▸ **WHAT TO DO**
In the data below, find every line that has the string "Bonaparte", and copy it.
<<<<
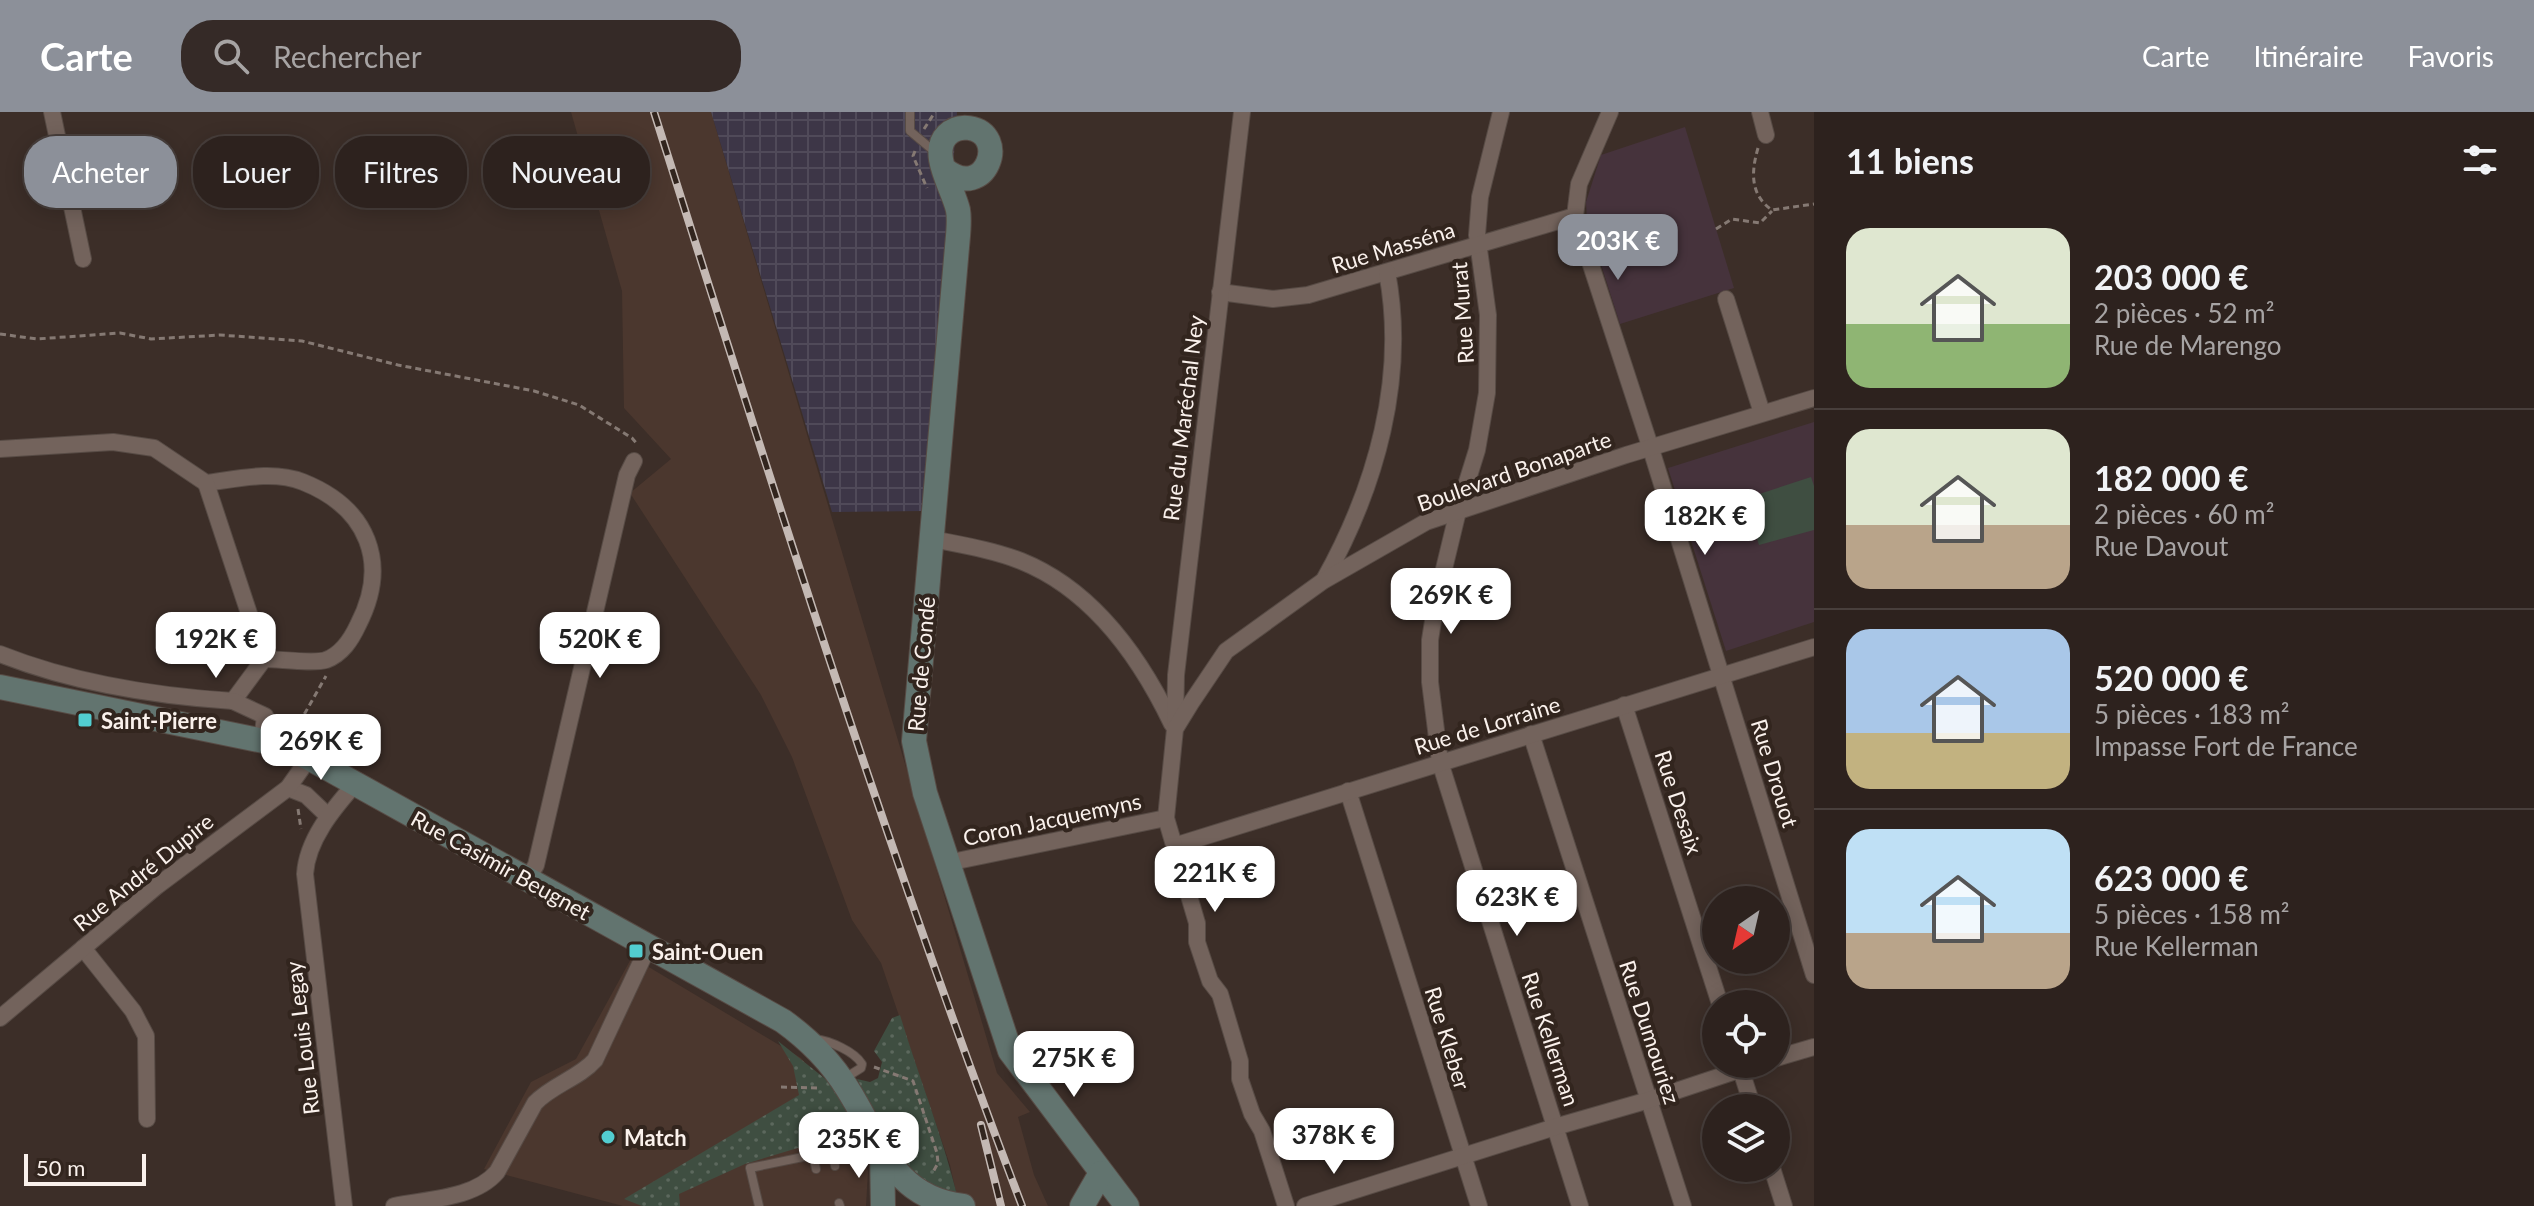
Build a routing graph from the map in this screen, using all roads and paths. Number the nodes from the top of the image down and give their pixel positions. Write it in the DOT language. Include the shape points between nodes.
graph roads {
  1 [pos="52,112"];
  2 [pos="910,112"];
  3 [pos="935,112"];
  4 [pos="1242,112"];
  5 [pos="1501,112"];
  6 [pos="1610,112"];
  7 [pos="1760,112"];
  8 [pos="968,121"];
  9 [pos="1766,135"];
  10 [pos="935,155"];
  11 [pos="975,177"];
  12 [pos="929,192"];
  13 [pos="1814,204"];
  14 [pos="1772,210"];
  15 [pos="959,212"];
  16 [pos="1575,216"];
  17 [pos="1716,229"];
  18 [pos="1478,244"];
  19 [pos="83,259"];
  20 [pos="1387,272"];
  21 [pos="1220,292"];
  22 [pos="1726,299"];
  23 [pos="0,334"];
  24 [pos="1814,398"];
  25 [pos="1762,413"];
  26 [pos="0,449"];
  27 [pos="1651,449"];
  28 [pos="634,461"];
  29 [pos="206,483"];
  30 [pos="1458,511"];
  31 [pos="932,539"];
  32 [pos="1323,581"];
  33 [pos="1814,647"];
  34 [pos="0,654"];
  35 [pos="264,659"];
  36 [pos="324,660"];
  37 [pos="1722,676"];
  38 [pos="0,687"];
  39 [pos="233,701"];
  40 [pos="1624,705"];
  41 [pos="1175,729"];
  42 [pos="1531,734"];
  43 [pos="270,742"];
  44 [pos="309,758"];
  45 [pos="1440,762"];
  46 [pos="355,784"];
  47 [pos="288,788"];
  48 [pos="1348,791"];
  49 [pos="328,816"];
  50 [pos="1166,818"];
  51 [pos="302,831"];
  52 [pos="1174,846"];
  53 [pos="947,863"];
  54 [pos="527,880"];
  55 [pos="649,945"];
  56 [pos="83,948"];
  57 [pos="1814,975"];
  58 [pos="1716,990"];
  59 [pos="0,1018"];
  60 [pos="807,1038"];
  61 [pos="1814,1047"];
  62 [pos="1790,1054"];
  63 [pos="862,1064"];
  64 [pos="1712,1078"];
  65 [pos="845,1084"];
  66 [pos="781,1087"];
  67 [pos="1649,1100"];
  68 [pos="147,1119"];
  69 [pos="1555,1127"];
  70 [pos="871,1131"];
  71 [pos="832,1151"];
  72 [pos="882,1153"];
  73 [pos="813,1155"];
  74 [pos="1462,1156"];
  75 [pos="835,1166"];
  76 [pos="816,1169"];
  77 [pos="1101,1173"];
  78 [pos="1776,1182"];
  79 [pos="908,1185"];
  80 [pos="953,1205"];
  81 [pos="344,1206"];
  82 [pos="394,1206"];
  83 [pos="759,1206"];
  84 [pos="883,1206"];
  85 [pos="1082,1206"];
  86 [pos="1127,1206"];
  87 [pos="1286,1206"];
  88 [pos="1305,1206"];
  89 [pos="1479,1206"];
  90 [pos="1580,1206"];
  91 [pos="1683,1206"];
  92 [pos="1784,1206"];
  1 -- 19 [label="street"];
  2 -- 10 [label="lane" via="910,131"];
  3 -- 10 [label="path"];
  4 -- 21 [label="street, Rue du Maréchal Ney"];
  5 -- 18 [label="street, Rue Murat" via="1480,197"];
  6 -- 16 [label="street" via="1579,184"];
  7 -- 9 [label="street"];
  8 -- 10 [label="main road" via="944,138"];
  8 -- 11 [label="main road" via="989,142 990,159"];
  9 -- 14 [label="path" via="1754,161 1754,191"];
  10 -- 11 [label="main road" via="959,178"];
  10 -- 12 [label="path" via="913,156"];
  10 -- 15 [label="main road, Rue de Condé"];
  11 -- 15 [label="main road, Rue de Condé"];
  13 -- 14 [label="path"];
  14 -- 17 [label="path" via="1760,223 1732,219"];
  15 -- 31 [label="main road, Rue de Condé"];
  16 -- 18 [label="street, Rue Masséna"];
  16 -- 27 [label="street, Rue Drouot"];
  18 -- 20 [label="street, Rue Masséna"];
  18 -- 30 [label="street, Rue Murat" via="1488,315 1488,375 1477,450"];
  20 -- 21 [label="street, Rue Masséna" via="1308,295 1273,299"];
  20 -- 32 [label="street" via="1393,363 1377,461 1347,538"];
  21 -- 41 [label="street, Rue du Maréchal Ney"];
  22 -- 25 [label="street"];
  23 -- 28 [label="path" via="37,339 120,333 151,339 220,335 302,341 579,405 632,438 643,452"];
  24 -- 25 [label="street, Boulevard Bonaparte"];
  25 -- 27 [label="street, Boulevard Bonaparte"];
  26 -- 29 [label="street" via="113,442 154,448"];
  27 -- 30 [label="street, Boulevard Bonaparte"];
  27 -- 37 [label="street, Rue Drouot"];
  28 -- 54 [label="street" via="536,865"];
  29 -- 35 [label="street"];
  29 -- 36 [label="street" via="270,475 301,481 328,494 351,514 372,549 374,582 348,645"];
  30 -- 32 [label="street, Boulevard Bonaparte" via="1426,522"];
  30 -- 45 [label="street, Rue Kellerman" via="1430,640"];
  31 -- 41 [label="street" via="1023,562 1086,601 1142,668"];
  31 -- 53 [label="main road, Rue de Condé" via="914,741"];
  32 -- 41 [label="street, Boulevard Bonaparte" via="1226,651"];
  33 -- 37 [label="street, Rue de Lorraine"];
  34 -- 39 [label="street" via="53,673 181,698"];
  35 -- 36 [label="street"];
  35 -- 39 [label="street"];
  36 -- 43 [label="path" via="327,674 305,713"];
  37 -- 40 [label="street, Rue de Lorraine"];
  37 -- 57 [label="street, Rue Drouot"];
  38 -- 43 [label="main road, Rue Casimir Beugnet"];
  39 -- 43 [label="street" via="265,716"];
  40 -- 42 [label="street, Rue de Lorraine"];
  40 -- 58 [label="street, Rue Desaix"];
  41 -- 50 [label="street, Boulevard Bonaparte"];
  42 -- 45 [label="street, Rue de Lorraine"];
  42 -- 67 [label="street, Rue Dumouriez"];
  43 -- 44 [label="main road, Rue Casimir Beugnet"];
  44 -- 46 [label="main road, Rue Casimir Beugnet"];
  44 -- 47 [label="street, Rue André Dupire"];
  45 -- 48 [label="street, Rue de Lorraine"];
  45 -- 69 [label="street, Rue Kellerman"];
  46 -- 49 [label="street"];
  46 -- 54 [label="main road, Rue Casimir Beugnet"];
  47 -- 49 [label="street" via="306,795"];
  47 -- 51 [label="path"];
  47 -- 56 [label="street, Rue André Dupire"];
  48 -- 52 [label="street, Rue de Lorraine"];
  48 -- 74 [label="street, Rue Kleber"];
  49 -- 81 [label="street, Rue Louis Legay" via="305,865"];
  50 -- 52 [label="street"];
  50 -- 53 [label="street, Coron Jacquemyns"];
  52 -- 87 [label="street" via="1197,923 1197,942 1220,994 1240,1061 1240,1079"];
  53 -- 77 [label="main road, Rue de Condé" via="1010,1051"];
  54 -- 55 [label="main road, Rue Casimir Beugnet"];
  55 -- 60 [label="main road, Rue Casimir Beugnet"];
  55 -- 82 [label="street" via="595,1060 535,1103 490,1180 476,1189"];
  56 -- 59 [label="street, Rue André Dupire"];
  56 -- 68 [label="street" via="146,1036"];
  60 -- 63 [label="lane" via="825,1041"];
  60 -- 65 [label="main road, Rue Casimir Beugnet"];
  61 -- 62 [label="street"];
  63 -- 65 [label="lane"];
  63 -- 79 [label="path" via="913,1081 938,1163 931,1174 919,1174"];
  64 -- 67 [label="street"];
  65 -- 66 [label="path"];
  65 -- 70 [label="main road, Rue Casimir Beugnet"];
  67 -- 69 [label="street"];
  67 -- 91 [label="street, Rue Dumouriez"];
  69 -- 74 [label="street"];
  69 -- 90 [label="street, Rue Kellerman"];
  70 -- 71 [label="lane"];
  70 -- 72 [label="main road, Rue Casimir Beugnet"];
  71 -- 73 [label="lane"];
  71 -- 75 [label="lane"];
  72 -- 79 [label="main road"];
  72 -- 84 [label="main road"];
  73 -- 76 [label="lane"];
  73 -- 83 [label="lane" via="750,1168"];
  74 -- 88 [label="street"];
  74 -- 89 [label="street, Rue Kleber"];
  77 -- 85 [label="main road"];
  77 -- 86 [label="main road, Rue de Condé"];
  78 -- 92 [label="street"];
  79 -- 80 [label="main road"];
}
>>>>
▸ **RESULT**
  24 -- 25 [label="street, Boulevard Bonaparte"];
  25 -- 27 [label="street, Boulevard Bonaparte"];
  27 -- 30 [label="street, Boulevard Bonaparte"];
  30 -- 32 [label="street, Boulevard Bonaparte" via="1426,522"];
  32 -- 41 [label="street, Boulevard Bonaparte" via="1226,651"];
  41 -- 50 [label="street, Boulevard Bonaparte"];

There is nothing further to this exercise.